━━ Source material ━━

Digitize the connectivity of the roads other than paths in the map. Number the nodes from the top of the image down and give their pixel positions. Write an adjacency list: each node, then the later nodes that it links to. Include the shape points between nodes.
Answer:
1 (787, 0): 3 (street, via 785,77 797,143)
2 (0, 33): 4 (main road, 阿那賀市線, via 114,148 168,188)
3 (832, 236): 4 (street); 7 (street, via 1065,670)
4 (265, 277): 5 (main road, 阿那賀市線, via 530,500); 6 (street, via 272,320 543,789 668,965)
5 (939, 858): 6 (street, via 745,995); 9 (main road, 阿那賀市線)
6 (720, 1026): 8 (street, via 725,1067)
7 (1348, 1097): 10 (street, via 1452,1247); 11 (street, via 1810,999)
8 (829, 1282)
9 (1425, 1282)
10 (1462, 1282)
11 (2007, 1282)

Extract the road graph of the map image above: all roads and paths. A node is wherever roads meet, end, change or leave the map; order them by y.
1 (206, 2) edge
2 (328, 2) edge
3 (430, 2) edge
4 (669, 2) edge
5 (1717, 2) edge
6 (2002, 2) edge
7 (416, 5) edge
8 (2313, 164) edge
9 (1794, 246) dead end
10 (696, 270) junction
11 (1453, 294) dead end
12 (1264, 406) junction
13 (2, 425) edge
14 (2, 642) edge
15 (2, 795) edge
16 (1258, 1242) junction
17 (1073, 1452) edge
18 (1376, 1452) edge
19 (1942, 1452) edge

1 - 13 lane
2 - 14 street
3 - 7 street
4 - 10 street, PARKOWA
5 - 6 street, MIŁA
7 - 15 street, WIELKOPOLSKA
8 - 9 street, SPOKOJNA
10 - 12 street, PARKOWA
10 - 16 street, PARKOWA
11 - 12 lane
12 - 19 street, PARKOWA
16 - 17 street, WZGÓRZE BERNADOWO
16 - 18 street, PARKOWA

━━━

Problem to work on –
Look above for the line containing "Extract the road", then transcribe it and all lines after it through the last, exactly and with nothing else.

Written response –
Extract the road graph of the map image above: all roads and paths. A node is wherever roads meet, end, change or leave the map; order them by y.
1 (206, 2) edge
2 (328, 2) edge
3 (430, 2) edge
4 (669, 2) edge
5 (1717, 2) edge
6 (2002, 2) edge
7 (416, 5) edge
8 (2313, 164) edge
9 (1794, 246) dead end
10 (696, 270) junction
11 (1453, 294) dead end
12 (1264, 406) junction
13 (2, 425) edge
14 (2, 642) edge
15 (2, 795) edge
16 (1258, 1242) junction
17 (1073, 1452) edge
18 (1376, 1452) edge
19 (1942, 1452) edge

1 - 13 lane
2 - 14 street
3 - 7 street
4 - 10 street, PARKOWA
5 - 6 street, MIŁA
7 - 15 street, WIELKOPOLSKA
8 - 9 street, SPOKOJNA
10 - 12 street, PARKOWA
10 - 16 street, PARKOWA
11 - 12 lane
12 - 19 street, PARKOWA
16 - 17 street, WZGÓRZE BERNADOWO
16 - 18 street, PARKOWA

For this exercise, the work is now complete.